(Stored items)
..............................

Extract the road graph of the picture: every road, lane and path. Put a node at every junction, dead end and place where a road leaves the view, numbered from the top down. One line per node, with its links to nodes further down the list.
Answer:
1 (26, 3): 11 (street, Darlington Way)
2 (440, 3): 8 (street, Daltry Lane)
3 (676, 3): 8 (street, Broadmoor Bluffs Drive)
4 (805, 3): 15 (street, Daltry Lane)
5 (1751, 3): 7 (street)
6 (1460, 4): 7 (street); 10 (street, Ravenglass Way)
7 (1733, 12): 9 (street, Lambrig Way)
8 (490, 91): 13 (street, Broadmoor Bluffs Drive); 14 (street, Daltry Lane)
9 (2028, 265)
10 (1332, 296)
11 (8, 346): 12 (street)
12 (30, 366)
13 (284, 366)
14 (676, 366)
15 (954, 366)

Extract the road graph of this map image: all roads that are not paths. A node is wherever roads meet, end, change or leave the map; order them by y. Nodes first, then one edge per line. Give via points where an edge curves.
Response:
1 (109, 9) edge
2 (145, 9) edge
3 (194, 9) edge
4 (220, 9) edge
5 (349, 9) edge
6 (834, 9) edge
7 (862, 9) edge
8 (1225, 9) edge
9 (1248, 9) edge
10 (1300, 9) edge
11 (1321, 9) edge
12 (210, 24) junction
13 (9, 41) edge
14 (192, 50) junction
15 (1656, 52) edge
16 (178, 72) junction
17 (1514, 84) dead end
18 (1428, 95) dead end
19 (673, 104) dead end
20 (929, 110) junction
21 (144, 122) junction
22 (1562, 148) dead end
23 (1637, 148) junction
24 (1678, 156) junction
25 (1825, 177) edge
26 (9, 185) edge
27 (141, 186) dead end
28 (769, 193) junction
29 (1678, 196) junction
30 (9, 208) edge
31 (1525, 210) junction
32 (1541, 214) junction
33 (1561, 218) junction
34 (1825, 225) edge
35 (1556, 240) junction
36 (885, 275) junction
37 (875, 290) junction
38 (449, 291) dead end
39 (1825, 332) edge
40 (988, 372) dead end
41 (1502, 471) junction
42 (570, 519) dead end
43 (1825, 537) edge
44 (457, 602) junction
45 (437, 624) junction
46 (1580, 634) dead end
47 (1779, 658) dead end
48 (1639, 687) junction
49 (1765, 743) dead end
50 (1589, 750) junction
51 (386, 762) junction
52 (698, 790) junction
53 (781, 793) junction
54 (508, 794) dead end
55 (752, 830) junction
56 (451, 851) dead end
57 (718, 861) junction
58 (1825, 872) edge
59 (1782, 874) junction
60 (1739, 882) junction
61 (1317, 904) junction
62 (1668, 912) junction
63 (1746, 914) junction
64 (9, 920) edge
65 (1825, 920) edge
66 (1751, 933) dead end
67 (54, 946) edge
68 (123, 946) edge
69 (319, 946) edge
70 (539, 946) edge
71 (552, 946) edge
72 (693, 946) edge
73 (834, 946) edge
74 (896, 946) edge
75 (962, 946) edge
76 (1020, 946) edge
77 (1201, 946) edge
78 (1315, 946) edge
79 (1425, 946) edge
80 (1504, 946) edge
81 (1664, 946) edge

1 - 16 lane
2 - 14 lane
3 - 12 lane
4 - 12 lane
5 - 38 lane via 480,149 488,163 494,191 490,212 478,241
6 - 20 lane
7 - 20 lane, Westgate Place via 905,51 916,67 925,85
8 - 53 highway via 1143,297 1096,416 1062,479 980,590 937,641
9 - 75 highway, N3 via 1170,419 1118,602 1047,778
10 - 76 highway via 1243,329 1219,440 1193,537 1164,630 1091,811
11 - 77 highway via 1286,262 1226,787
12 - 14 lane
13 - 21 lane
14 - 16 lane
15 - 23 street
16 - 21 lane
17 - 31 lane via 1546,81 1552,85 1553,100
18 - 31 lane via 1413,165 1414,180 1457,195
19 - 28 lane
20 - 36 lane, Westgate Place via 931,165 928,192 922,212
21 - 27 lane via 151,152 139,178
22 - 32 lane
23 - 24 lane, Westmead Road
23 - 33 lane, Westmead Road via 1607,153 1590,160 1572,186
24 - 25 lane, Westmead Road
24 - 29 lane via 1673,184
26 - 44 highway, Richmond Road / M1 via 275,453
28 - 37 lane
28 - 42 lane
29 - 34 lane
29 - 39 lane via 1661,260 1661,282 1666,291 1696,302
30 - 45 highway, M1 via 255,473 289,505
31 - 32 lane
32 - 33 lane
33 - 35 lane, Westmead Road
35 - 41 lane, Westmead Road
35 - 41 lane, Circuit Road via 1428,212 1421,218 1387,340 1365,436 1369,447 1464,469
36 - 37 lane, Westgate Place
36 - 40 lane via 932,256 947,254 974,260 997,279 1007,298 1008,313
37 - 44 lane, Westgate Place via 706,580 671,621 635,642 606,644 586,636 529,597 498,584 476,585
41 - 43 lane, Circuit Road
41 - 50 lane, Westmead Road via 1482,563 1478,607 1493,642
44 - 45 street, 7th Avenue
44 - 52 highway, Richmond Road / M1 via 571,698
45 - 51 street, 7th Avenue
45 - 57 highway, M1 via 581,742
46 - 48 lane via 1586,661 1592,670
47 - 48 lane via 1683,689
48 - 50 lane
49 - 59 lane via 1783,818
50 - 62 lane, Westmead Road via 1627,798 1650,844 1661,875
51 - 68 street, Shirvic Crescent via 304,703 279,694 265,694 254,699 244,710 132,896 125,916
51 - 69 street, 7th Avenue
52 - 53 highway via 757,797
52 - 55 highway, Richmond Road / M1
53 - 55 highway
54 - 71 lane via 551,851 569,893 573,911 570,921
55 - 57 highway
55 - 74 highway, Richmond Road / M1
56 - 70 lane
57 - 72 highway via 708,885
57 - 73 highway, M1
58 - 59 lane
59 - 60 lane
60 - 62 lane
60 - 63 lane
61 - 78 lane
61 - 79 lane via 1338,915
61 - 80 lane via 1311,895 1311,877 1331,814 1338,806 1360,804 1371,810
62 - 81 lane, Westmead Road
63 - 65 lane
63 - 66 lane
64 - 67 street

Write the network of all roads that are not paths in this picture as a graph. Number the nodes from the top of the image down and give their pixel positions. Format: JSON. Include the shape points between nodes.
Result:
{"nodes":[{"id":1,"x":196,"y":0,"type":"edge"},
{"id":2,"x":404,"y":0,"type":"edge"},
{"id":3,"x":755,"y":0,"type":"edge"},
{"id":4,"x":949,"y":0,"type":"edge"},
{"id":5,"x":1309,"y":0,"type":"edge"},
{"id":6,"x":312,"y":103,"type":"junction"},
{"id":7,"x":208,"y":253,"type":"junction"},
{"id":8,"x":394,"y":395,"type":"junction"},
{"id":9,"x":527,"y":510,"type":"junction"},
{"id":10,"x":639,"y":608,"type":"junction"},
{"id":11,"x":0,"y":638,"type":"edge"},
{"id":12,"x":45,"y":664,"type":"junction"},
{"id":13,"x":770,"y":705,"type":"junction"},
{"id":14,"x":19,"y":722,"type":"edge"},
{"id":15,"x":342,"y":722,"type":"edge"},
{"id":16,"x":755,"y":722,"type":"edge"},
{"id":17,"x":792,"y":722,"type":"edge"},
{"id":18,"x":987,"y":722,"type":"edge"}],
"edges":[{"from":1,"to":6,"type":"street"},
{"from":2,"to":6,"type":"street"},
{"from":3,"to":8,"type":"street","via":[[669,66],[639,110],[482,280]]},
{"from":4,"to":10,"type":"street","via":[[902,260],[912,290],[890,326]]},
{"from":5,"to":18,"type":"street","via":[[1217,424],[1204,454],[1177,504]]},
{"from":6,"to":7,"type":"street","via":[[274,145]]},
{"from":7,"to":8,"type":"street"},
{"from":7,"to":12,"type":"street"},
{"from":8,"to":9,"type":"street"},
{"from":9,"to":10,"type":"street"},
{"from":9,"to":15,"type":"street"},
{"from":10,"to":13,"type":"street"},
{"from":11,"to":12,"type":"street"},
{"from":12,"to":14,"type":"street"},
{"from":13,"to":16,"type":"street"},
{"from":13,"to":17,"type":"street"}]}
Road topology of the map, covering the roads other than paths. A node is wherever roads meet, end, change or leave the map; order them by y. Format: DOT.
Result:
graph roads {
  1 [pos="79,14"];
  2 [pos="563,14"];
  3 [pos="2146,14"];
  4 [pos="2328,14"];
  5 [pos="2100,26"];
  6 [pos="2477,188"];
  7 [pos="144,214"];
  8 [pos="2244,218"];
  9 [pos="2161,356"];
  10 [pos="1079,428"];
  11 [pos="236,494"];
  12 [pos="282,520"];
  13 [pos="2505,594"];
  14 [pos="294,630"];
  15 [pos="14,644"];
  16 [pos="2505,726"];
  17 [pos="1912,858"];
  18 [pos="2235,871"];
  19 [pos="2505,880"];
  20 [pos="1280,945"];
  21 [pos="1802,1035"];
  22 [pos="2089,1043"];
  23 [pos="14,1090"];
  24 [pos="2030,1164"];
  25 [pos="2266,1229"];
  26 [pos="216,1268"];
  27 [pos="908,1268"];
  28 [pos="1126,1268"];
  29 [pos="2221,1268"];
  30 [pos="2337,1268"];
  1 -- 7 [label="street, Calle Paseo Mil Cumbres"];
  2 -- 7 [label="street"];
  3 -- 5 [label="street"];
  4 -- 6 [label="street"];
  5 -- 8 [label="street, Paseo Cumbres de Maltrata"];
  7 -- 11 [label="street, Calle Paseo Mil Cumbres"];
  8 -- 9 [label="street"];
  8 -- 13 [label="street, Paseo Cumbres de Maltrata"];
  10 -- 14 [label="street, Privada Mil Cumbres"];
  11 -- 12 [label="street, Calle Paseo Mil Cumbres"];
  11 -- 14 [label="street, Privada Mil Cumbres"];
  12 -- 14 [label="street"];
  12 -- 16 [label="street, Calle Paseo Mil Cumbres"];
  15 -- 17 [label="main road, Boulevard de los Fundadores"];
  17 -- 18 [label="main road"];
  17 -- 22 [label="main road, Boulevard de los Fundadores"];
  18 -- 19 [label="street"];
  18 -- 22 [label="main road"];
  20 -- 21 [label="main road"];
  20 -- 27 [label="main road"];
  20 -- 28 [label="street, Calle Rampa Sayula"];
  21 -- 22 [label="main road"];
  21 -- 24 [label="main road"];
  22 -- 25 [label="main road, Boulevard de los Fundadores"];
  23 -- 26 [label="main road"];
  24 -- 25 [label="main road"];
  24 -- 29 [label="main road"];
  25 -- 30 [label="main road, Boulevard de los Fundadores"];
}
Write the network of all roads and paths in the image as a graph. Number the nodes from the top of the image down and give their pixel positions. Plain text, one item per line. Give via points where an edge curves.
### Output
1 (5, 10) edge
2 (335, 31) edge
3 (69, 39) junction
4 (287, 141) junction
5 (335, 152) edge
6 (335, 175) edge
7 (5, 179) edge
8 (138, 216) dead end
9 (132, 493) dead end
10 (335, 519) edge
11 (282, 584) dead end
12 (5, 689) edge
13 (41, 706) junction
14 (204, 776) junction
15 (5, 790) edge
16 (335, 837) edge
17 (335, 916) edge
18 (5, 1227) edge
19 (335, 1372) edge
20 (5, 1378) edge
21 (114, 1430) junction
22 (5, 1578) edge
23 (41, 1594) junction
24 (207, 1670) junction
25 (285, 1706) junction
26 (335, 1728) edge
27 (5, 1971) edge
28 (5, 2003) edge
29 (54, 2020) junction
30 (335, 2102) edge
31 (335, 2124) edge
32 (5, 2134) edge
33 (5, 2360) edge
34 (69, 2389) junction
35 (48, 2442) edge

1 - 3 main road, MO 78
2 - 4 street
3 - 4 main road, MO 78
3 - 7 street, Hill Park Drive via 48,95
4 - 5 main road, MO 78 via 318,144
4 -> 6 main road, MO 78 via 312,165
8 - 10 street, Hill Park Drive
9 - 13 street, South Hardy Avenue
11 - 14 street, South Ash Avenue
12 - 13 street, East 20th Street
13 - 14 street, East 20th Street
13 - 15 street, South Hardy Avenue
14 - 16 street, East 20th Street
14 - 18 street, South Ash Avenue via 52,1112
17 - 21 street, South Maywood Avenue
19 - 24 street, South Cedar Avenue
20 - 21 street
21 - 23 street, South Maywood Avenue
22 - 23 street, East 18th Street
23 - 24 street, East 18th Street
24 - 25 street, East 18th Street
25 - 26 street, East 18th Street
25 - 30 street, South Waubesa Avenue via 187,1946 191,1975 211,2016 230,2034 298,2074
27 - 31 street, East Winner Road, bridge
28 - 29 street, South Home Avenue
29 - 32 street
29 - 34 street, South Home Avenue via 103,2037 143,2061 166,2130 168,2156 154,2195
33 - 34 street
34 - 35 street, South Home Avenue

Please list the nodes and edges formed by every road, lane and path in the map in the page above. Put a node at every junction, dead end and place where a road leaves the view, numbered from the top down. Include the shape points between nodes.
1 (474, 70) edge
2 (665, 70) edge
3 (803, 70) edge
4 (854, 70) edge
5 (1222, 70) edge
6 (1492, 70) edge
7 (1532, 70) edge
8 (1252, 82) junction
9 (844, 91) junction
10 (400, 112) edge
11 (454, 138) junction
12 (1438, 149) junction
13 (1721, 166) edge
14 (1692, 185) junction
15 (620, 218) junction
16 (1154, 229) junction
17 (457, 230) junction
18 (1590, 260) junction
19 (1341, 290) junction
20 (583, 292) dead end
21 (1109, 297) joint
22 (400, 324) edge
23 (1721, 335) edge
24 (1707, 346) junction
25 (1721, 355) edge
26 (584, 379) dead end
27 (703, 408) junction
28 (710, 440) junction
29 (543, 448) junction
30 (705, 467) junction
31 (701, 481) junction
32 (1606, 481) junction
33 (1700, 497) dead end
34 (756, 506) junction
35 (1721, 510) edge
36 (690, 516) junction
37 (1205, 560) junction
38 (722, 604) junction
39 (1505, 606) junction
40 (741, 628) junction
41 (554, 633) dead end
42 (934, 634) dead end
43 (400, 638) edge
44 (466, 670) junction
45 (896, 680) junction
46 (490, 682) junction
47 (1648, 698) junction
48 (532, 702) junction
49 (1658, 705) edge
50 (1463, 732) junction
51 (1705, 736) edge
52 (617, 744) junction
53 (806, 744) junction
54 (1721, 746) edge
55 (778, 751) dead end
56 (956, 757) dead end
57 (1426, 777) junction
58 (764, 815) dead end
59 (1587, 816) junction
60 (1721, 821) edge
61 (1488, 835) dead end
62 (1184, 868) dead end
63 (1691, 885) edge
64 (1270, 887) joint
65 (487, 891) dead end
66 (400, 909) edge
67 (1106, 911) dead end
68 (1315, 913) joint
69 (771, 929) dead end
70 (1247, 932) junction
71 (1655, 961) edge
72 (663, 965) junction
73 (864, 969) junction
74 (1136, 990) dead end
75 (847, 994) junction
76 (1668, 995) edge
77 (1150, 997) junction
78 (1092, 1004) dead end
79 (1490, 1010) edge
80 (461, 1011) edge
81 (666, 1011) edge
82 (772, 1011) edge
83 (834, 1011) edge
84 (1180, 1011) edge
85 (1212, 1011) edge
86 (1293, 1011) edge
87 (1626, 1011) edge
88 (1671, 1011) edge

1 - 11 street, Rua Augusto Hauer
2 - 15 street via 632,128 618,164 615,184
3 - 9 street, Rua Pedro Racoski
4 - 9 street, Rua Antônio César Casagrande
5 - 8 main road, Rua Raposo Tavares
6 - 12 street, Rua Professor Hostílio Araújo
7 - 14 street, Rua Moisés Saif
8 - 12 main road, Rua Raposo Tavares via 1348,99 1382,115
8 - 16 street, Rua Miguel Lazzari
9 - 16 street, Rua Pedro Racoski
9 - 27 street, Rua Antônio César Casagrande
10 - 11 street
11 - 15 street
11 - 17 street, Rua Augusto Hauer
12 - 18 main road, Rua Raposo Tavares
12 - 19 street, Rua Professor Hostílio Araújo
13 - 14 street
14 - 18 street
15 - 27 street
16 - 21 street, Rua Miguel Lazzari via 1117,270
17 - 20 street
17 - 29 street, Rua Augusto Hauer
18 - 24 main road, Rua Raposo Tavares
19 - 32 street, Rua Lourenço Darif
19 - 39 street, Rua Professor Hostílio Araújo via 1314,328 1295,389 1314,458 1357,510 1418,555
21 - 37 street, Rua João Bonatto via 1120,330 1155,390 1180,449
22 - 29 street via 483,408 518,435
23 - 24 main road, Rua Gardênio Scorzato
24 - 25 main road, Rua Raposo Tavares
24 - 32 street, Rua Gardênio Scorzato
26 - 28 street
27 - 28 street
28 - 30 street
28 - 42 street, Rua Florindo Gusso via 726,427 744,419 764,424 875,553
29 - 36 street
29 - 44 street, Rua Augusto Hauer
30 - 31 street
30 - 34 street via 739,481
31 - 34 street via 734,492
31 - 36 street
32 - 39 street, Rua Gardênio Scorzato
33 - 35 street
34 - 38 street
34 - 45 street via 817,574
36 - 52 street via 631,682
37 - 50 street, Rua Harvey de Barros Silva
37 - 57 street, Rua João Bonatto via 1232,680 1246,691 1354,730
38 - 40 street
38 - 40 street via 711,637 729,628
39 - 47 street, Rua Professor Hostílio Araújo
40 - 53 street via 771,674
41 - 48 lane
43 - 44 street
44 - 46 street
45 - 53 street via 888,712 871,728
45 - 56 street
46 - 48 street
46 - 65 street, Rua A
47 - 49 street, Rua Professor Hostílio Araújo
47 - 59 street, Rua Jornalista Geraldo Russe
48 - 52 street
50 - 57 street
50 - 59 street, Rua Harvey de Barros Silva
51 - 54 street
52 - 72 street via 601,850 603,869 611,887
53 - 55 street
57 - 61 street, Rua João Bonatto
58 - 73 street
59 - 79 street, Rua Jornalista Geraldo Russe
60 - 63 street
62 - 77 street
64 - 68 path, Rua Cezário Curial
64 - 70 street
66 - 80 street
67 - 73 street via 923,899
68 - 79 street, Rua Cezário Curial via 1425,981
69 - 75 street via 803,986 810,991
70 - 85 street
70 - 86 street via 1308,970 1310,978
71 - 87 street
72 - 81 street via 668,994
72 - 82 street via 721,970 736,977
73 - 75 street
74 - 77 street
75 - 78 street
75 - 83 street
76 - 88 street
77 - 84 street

..............................

_ACTIVITY:_
Every line in the data above that includes the word "Richmond" should be copied.

_ANSWER FOR THE TASK:_
26 - 44 highway, Richmond Road / M1 via 275,453
44 - 52 highway, Richmond Road / M1 via 571,698
52 - 55 highway, Richmond Road / M1
55 - 74 highway, Richmond Road / M1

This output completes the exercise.